Just a quick heads up on the 2009 Rendezvous for those that are interested. It's kind of in advance, I don't know who the venders are yet, or what the Demo's are. I'll keep updating when they do.

Saturday, February 28th, 2009 - 8:30 AM TO 3:00 PM (CST)

To be held at:
Joann Hetzel 4-H Building
3715 East Bismarck Expressway
Bismarck, North Dakota

http://www.ndfhta.com/adobe/2009_Winter_Meet_Flyer.pdf

xdeano


----------



## Fallguy (Jan 23, 2004)

Don't know if I will be able to make it this year. But the last two years I went there were GREAT demos. If you are in Bismarck that weekend try to make it to some of the meet.

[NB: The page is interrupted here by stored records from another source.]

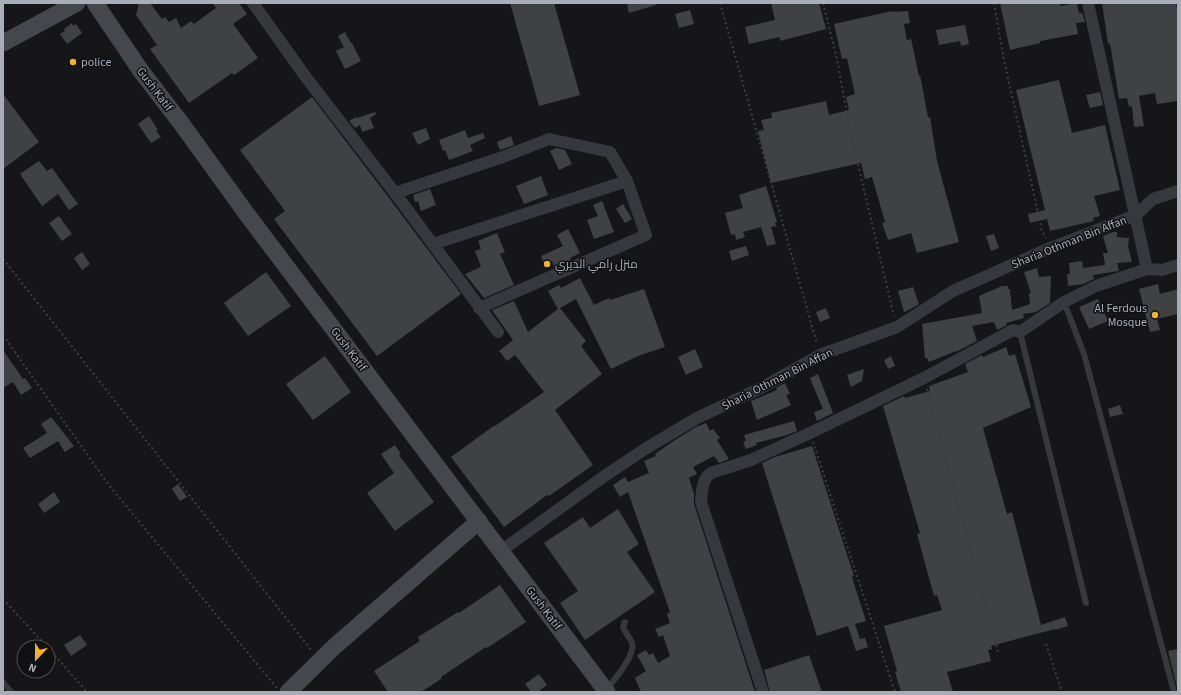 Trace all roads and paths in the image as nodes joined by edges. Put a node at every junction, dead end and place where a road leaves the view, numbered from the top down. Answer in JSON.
{"nodes":[{"id":1,"x":77,"y":3,"type":"edge"},
{"id":2,"x":95,"y":3,"type":"edge"},
{"id":3,"x":252,"y":3,"type":"edge"},
{"id":4,"x":720,"y":3,"type":"edge"},
{"id":5,"x":823,"y":3,"type":"edge"},
{"id":6,"x":994,"y":3,"type":"edge"},
{"id":7,"x":1088,"y":3,"type":"edge"},
{"id":8,"x":3,"y":43,"type":"edge"},
{"id":9,"x":627,"y":181,"type":"junction"},
{"id":10,"x":1178,"y":191,"type":"edge"},
{"id":11,"x":395,"y":193,"type":"junction"},
{"id":12,"x":1136,"y":215,"type":"junction"},
{"id":13,"x":433,"y":244,"type":"junction"},
{"id":14,"x":1050,"y":248,"type":"junction"},
{"id":15,"x":3,"y":259,"type":"edge"},
{"id":16,"x":1178,"y":265,"type":"edge"},
{"id":17,"x":1148,"y":269,"type":"junction"},
{"id":18,"x":1064,"y":302,"type":"junction"},
{"id":19,"x":479,"y":308,"type":"junction"},
{"id":20,"x":897,"y":327,"type":"junction"},
{"id":21,"x":498,"y":332,"type":"dead end"},
{"id":22,"x":1020,"y":332,"type":"junction"},
{"id":23,"x":3,"y":335,"type":"edge"},
{"id":24,"x":820,"y":355,"type":"junction"},
{"id":25,"x":924,"y":378,"type":"junction"},
{"id":26,"x":810,"y":432,"type":"junction"},
{"id":27,"x":479,"y":521,"type":"junction"},
{"id":28,"x":501,"y":551,"type":"junction"},
{"id":29,"x":3,"y":598,"type":"edge"},
{"id":30,"x":1086,"y":603,"type":"dead end"},
{"id":31,"x":625,"y":622,"type":"dead end"},
{"id":32,"x":39,"y":639,"type":"edge"},
{"id":33,"x":1046,"y":644,"type":"dead end"},
{"id":34,"x":998,"y":652,"type":"dead end"},
{"id":35,"x":56,"y":658,"type":"edge"},
{"id":36,"x":320,"y":662,"type":"junction"},
{"id":37,"x":3,"y":682,"type":"edge"},
{"id":38,"x":606,"y":691,"type":"edge"},
{"id":39,"x":11,"y":692,"type":"edge"},
{"id":40,"x":87,"y":692,"type":"edge"},
{"id":41,"x":280,"y":692,"type":"edge"},
{"id":42,"x":288,"y":692,"type":"edge"},
{"id":43,"x":763,"y":692,"type":"edge"},
{"id":44,"x":895,"y":692,"type":"edge"},
{"id":45,"x":1062,"y":692,"type":"edge"},
{"id":46,"x":1174,"y":692,"type":"edge"}],
"edges":[{"from":1,"to":8,"type":"main road"},
{"from":2,"to":27,"type":"main road","name":"Gush Katif"},
{"from":3,"to":11,"type":"street"},
{"from":4,"to":24,"type":"path"},
{"from":5,"to":20,"type":"path"},
{"from":6,"to":14,"type":"path"},
{"from":7,"to":12,"type":"street"},
{"from":9,"to":11,"type":"street"},
{"from":9,"to":13,"type":"street"},
{"from":9,"to":19,"type":"street"},
{"from":10,"to":12,"type":"street","name":"Sharia Othman Bin Affan"},
{"from":11,"to":13,"type":"street"},
{"from":12,"to":14,"type":"street","name":"Sharia Othman Bin Affan"},
{"from":12,"to":17,"type":"street"},
{"from":13,"to":19,"type":"street"},
{"from":14,"to":20,"type":"street","name":"Sharia Othman Bin Affan"},
{"from":15,"to":36,"type":"path"},
{"from":16,"to":17,"type":"street"},
{"from":17,"to":18,"type":"street"},
{"from":18,"to":22,"type":"street"},
{"from":18,"to":46,"type":"lane"},
{"from":19,"to":21,"type":"street"},
{"from":20,"to":24,"type":"street","name":"Sharia Othman Bin Affan"},
{"from":22,"to":25,"type":"street"},
{"from":22,"to":30,"type":"lane"},
{"from":23,"to":41,"type":"path"},
{"from":24,"to":28,"type":"street","name":"Sharia Othman Bin Affan"},
{"from":25,"to":26,"type":"street"},
{"from":25,"to":34,"type":"path"},
{"from":26,"to":43,"type":"street"},
{"from":26,"to":44,"type":"path"},
{"from":27,"to":28,"type":"main road","name":"Gush Katif"},
{"from":27,"to":36,"type":"main road"},
{"from":28,"to":38,"type":"main road","name":"Gush Katif"},
{"from":29,"to":32,"type":"path"},
{"from":31,"to":38,"type":"lane"},
{"from":33,"to":45,"type":"path"},
{"from":35,"to":40,"type":"path"},
{"from":36,"to":42,"type":"main road"},
{"from":37,"to":39,"type":"lane"}]} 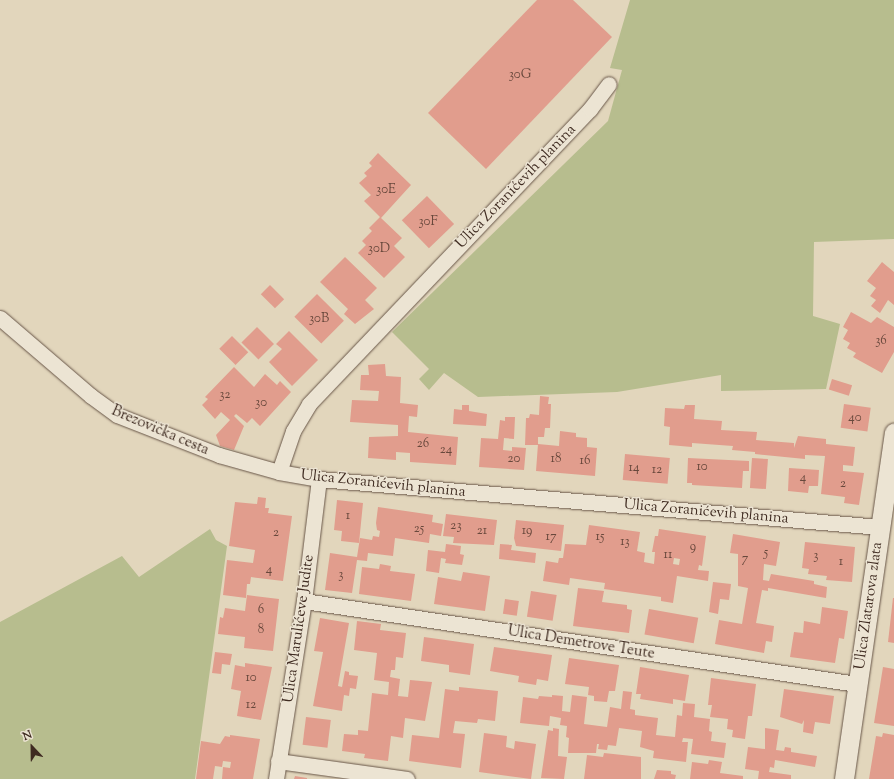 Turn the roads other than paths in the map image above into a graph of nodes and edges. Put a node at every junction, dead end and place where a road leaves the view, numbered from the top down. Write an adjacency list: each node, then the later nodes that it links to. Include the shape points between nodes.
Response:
1 (609, 84): 4 (street, Ulica Zoranićevih planina, via 585,115 309,404 294,431)
2 (0, 318): 4 (street, Brezovička cesta, via 117,415 219,455)
3 (894, 432): 6 (street, Ulica Zlatarova zlata)
4 (279, 472): 5 (street, Ulica Zoranićevih planina)
5 (318, 480): 6 (street, Ulica Zoranićevih planina); 7 (street, Ulica Marulićeve Judite)
6 (880, 527): 8 (street, Ulica Zlatarova zlata)
7 (304, 601): 8 (street, Ulica Demetrove Teute); 9 (street, Ulica Marulićeve Judite)
8 (857, 684): 12 (street, Ulica Zlatarova zlata)
9 (278, 761): 10 (street, Ulica Marulićeve Judite); 11 (street)
10 (276, 779)
11 (407, 779)
12 (844, 779)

NDFHTA is a great organization to be a part of!


----------



## papapete (Jan 2, 2005)

I'll actually make it this year. I will be in Bismarck for Fire school that weekend. Looking forward to it.


----------



## Fallguy (Jan 23, 2004)

Good. You can pick up some knowledge for me this year. I will have you pick up my raffle tickets for selling and I need another association cap in snow camo!


----------



## Trapper62 (Mar 3, 2003)

xdeano, thanks for posting the info., I will update the website with more information as soon as I recieve it!


----------



## gamechaser (Dec 4, 2008)

what kind of information is presented? Seems like it would be a great place to pick up some pointers


----------



## Trapper62 (Mar 3, 2003)

Here is the info from last years winter meet, it will give you an idea of what is presented!

2008 WINTER MEET

Saturday, February 16th, 2008 - 8:30 AM TO 3:00 PM (CST)

To be held at: 
Joann Hetzel 4-H Building
3715 East Bismarck Expressway
Bismarck, North Dakota 
(Just east of North Dakota Game and Fish Department)

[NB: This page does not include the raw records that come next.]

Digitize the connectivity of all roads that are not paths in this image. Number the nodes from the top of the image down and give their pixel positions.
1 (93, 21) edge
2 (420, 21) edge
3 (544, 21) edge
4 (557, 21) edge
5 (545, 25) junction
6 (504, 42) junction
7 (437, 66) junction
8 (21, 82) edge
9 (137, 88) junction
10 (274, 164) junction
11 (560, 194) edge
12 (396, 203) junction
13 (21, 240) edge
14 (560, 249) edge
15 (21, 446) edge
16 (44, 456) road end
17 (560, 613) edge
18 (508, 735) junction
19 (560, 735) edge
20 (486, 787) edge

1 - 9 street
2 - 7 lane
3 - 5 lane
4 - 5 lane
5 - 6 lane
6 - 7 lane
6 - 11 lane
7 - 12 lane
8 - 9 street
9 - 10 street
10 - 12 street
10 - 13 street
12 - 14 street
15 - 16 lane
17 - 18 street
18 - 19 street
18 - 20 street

Demonstrations Devoted To:

Fur Repair & Making the Most of Your Raccoons - Rick Tischaefer, North American Fur Auctions
Predator Calling - Jim Borg & Orville Eide
Muskrat Trapping - Bill Haase
Gland Extraction & Lure Making - John Graham - Fur Country Lures

Rick Tischaefer will also be receiving furs for the 
North American Fur Auctions May sale

Lunch provided on-site
The business meeting will be held after lunch
Auction featuring trapping/hunting related items
Trap supply dealers
Supply Dealers Welcome - Free Set-up
Contact Phil Mastrangelo for reservations

For more information contact:

John Paulson (701) 258-8777
or
Phil Mastrangelo (701) 667-9380

www.ndfhta.com


----------



## Fallguy (Jan 23, 2004)

Trapper62 said:


> Fur Repair & Making the Most of Your Raccoons - Rick Tischaefer, North American Fur Auctions
> Predator Calling - Jim Borg & Orville Eide


I attended both of these last year and they were good.


----------



## xdeano (Jan 14, 2005)

There are a lot of tips and tricks that are brought to the table by people who have been in the fur business for years. They let you know how to get the biggest bang for your buck, (no pun intended), with your furs.

It's very informative for everyone, even if you've been interested for a couple of months to several years. When you can learn something new, it's a good day.

xdeano


----------